(MATERIAL FOR THE TASK)

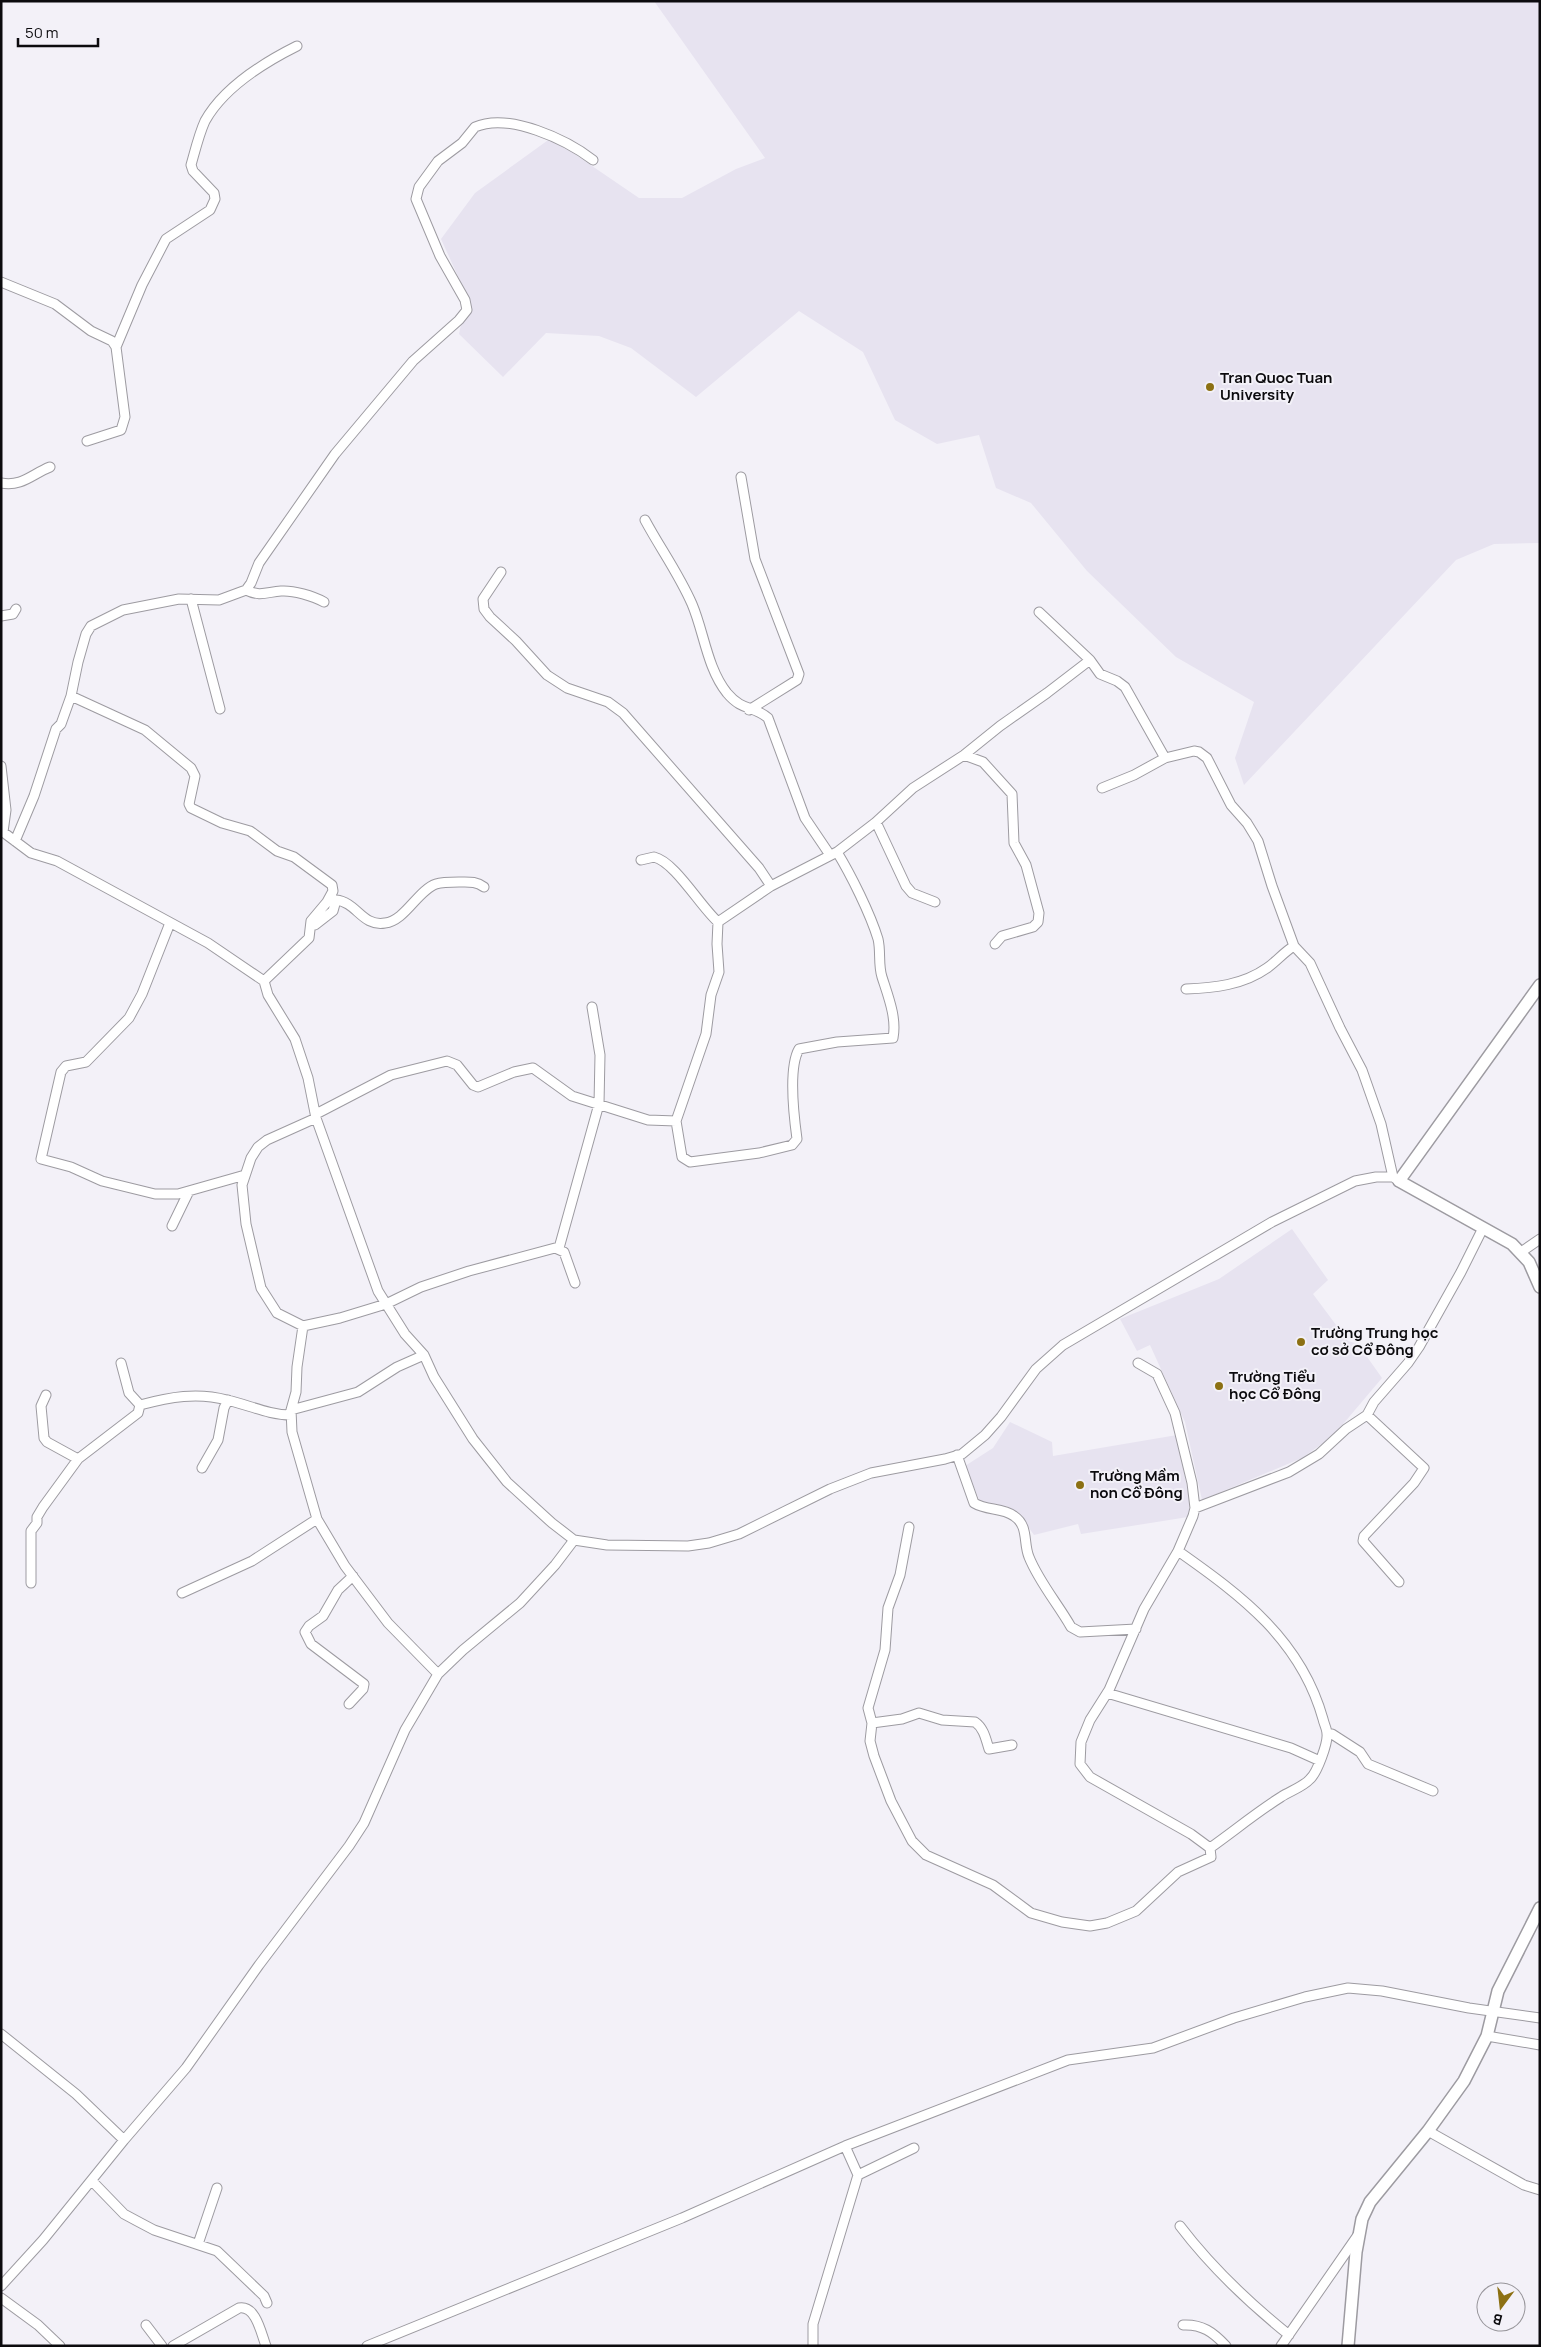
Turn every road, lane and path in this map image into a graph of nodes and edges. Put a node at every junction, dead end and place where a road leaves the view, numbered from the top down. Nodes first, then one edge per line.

(End MATERIAL FOR THE TASK)
(MATERIAL FOR THE TASK)

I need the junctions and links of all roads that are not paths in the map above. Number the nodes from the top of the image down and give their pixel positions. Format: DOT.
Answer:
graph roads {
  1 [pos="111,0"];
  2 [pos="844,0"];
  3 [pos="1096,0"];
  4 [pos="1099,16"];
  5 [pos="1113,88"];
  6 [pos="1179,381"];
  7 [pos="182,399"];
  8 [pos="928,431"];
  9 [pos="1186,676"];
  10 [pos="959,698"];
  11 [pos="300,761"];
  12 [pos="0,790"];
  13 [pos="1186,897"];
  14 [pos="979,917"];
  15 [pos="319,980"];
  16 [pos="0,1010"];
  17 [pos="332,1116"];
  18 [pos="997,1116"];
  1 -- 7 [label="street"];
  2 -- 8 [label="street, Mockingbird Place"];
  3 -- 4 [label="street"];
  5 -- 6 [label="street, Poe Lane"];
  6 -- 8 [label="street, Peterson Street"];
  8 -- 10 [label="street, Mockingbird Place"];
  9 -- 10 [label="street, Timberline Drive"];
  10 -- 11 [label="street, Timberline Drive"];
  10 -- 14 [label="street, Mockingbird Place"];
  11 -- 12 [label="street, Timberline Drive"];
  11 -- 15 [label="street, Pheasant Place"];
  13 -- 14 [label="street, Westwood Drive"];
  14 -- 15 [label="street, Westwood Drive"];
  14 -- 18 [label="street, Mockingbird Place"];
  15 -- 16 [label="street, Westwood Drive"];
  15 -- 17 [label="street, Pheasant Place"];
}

(End MATERIAL FOR THE TASK)

**REQUIRED ACTION**
Report every line above that has the string "down" in it.

**COMPLETED EXERCISE**
Turn every road, lane and path in this map image into a graph of nodes and edges. Put a node at every junction, dead end and place where a road leaves the view, numbered from the top down. Nodes first, then one edge per line.
I need the junctions and links of all roads that are not paths in the map above. Number the nodes from the top of the image down and give their pixel positions. Format: DOT.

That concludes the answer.